I own KO,MKC And NUE

Those are my Forever stocks.

This might sound crazy but I don't have a set investing style I merely Invest in the best good or great companies I think are worth partial ownership. If  I had to describe my style I am either a Garp or PEG investor who will invest without a dividend if its a smaller well run company with large potential upside. Just imo.

Report this comment
#46) On January 07, 2011 at 5:11 AM, ozzfan1317 (79.18) wrote:

My other profile has my real life portfolio I bought Box about 20% or so ago as well.

Report this comment
#47) On January 07, 2011 at 7:53 PM, truthisntstupid (83.28) wrote:

That doesn't sound crazy at all, ozzfan.  I'm a dividend investor both to generate a little extra income, and because if I pick carefully (I put a lot more time into my RL port)  the dividend sort of helps provide a floor under the stock price.

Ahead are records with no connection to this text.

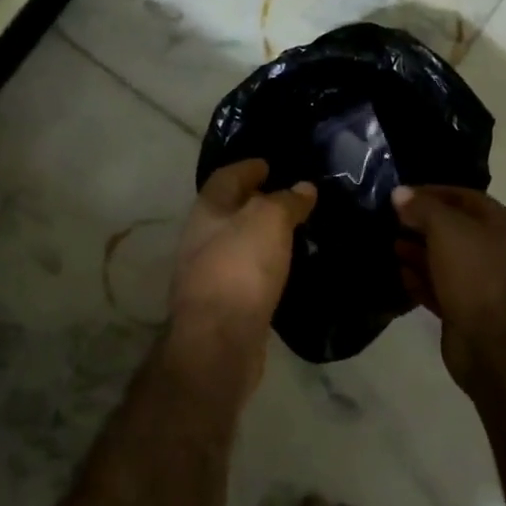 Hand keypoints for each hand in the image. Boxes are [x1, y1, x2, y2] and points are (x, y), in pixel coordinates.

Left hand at [170, 159, 315, 390]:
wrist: (219, 341)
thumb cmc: (240, 267)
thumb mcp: (269, 220)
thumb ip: (287, 201)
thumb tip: (304, 188)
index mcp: (208, 210)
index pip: (226, 177)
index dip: (248, 167)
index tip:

As you can see from my current CAPS score and rating, this stability and safety sacrifices considerable upside in a rising market.

If you have read this article, you also know why I don't care.  

Style preference is an individual thing.  My portfolio would drive some people nuts when the market's climbing like it has been.  But it's doing pretty much exactly what it's supposed to be doing...providing a safe,secure, and growing income.

Since that's my emphasis, it doesn't bother me at all to watch everyone else rake in the gains.  It's my turn to outperform when the market falls.  

 

Report this comment
#48) On February 13, 2011 at 4:30 PM, DavidSobel (< 20) wrote:

I am liking 3M, HTS and any stock that in the short term has to buy beef that has been beefed up ( no pun intended ) on wheat at $10 a bush.  So MCD and its very : (  unhappy meals look like a good bet in the long term.  That beef and pork from the lots have not been priced in to the equation yet but you can bet that all the burger joints will be passing the costs along to the customer.  I can see it now great profits after wheat comes back down to earth and customers who are used to higher burger prices.  I thing the street will like the numbers after the wheat meltdown.  MCD will take a hit for a while so I am saving a bunch of cash to buy it on the cheap.

Report this comment
#49) On May 20, 2011 at 7:12 PM, truthisntstupid (83.28) wrote:

Wow, David.  That sounds pretty shrewd.  Hope that works out well.